Há duas linhas de raciocínio na afirmação do governador Tombini. A primeira refere-se ao fato de não saber-se hoje se mudou o patamar do câmbio, como defendem alguns, ou a desvalorização é meramente transitória. O efeito sobre os preços internos será maior se a mudança do patamar da taxa de câmbio for permanente, em oposição a uma elevação passageira.

Para o governador, é importante dar tempo ao tempo e verificar-se o quanto de permanente tem a mudança. Esse dar tempo ao tempo decorre de diversos fatores.

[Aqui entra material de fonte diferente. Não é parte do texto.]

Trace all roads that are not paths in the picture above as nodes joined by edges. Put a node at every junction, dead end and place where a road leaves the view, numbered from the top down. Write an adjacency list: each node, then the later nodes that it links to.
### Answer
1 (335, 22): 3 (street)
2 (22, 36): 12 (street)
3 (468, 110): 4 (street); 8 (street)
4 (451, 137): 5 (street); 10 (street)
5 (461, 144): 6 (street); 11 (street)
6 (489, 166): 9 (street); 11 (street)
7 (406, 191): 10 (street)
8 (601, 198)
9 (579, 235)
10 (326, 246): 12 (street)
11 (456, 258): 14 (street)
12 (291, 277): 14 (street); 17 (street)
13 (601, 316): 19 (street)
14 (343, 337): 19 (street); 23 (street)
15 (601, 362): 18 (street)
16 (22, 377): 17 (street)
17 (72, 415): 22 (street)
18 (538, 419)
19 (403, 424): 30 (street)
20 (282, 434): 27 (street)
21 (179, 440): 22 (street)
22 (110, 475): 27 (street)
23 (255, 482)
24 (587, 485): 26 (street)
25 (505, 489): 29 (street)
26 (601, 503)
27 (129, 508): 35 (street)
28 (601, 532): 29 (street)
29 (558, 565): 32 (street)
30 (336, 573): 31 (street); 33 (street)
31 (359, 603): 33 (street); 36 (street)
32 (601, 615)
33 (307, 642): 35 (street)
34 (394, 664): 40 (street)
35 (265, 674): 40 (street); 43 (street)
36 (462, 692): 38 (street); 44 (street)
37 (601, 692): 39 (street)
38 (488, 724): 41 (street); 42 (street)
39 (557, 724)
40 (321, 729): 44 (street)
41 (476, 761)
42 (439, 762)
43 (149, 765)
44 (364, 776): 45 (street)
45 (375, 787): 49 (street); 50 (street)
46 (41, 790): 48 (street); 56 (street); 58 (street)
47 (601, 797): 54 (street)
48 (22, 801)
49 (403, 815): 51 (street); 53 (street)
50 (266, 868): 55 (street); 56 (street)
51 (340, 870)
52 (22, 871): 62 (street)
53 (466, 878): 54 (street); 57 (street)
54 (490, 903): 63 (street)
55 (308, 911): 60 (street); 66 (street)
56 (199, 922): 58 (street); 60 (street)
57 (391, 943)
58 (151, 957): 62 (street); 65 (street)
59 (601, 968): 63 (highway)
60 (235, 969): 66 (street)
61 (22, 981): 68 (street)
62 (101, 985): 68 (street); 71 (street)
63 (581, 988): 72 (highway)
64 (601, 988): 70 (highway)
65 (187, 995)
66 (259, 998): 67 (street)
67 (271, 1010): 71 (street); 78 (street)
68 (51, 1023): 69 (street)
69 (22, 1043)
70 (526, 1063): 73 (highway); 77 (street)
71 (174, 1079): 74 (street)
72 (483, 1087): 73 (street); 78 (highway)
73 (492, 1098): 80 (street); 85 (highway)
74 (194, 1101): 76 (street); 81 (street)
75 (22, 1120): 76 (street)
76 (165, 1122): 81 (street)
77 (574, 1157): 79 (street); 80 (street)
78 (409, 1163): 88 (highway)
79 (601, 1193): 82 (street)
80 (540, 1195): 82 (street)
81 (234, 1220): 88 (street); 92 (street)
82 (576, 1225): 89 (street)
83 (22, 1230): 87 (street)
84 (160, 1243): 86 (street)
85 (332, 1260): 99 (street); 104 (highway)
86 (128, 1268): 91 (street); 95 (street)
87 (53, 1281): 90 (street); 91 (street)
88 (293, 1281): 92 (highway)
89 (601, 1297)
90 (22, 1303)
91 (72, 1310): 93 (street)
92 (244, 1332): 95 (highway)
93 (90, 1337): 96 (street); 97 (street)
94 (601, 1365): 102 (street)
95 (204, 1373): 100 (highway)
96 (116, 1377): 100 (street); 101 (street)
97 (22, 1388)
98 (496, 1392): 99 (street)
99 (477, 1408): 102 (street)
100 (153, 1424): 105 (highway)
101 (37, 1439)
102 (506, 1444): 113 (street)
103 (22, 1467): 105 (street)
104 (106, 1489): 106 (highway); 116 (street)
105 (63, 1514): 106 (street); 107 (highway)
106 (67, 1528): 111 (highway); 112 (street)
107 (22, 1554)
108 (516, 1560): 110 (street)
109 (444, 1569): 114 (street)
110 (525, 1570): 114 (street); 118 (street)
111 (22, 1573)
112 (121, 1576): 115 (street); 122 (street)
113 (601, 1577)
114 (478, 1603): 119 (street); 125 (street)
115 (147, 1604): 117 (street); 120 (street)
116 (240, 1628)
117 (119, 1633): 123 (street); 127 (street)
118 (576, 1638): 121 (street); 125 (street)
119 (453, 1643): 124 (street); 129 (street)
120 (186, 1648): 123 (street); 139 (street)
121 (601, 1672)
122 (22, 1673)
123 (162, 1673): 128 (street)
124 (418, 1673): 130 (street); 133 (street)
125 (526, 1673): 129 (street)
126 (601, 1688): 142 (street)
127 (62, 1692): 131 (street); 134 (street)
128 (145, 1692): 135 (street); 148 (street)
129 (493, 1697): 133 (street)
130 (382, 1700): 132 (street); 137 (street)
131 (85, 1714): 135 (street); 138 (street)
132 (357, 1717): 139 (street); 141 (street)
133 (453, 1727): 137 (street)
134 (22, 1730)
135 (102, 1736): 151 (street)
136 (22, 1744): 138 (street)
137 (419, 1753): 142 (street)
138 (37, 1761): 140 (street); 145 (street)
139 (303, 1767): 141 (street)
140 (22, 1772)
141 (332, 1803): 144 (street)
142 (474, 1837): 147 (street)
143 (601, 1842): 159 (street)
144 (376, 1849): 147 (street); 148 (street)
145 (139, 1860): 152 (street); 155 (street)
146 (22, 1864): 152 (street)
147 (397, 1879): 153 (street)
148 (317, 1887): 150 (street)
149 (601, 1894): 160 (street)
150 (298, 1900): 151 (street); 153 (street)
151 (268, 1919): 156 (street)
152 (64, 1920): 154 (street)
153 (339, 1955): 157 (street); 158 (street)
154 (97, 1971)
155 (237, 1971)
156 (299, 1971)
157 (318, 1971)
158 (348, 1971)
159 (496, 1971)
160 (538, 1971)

Primeiro, porque a desvalorização do real é consequência, em parte, do conjunto de medidas postas em práticas pelo BC e pelo Ministério da Fazenda, desde o último trimestre do ano passado.

Segundo, porque aumentou a incerteza a respeito do futuro do euro e dos bancos europeus. Uma eventual moratória da dívida grega afetaria os balanços de praticamente todos os bancos europeus, com reflexos sobre as linhas de crédito do Brasil e de todos os demais países.

Terceiro, porque pela primeira vez começa-se a suspeitar que a efervescência nos mercados financeiros do mundo desenvolvido poderão também afetar o crescimento dos principais países emergentes, com destaque para a China e a Índia. Uma desaceleração do crescimento desses países comprometeria o crescimento de toda a economia mundial e de nossas exportações de commodities.

Mas o argumento não se esgota aí. O governador do BC também afirmou que o repasse da variação do dólar aos preços internos no Brasil tem se reduzido muito ao longo dos últimos anos. Trata-se aqui da mensuração do que os economistas apelidaram de pass-through (repasse) das mudanças da taxa de câmbio para os preços internos.

Justamente por ser variável ao longo do tempo, o repasse de variações da taxa de câmbio para os preços internos não é de fácil estimação. Mas há razoável convergência entre os economistas a respeito da magnitude desse repasse no Brasil e de sua tendência nos anos recentes.

As estimativas variam de um aumento de 0,3% a 0,5% nos preços (medidos pelo IPCA) para uma variação de 10% no câmbio no curto prazo, e situam-se em torno de 0,8% no longo prazo (quando há uma mudança permanente no patamar do câmbio).

Em 29 de julho a taxa de câmbio estava em R$ 1,56, a menor taxa observada antes da atual convulsão no mercado cambial. Se a taxa de câmbio estabilizar-se em torno de R$ 1,70 (uma desvalorização do câmbio de 10%) e se estiverem certas as estimativas do repasse da alta do câmbio para a inflação, o efeito imediato será um aumento de 0,3% no IPCA, e o efeito de longo prazo será de 0,8%.

Convenhamos que não é propriamente uma tragédia do ponto de vista inflacionário. Mesmo se a mudança de patamar do câmbio for da ordem de 20%, isto é, a taxa passar de R$ 1,56 para R$ 1,87, o aumento no IPCA ficaria entre 0,6% e 1,8% se as estimativas do pass-through estiverem corretas.

Esses cálculos permitem tanto responder à questão do início da coluna como uma para fazer-se uma recomendação. A resposta à pergunta é afirmativa: o senhor governador do BC está correto. Está correto porque é necessário esperar para ver se ocorreu uma mudança de patamar na taxa de câmbio e, caso afirmativo, se o patamar é permanente.

Não há qualquer motivo para medidas precipitadas na área cambial porque o BC tem reservas suficientes para fazer face a turbulências maiores que as observadas nas últimas duas semanas. E também porque o BC tem instrumentos suficientes para uma pronta ação, caso essa turbulência venha a ocorrer no futuro.

A recomendação é também decorrência do cálculo efetuado. A desvalorização do real, se permanente, dispensa outras intervenções no mercado, como a recente ressurreição do protecionismo comercial, que se julgava em boa hora enterrado.

Se a indústria estava desprotegida, assim estava porque o real estava excessivamente valorizado por conta do diferencial de juros provocado pelo déficit fiscal. Agora está menos. O que a política econômica não conseguiu fazer para proteger a indústria, o próprio mercado encarregou-se de corrigir – o que o governo não conseguiu fazer nesses últimos anos.

[Este artigo foi originalmente publicado no "Diário do Comércio", de São Paulo.]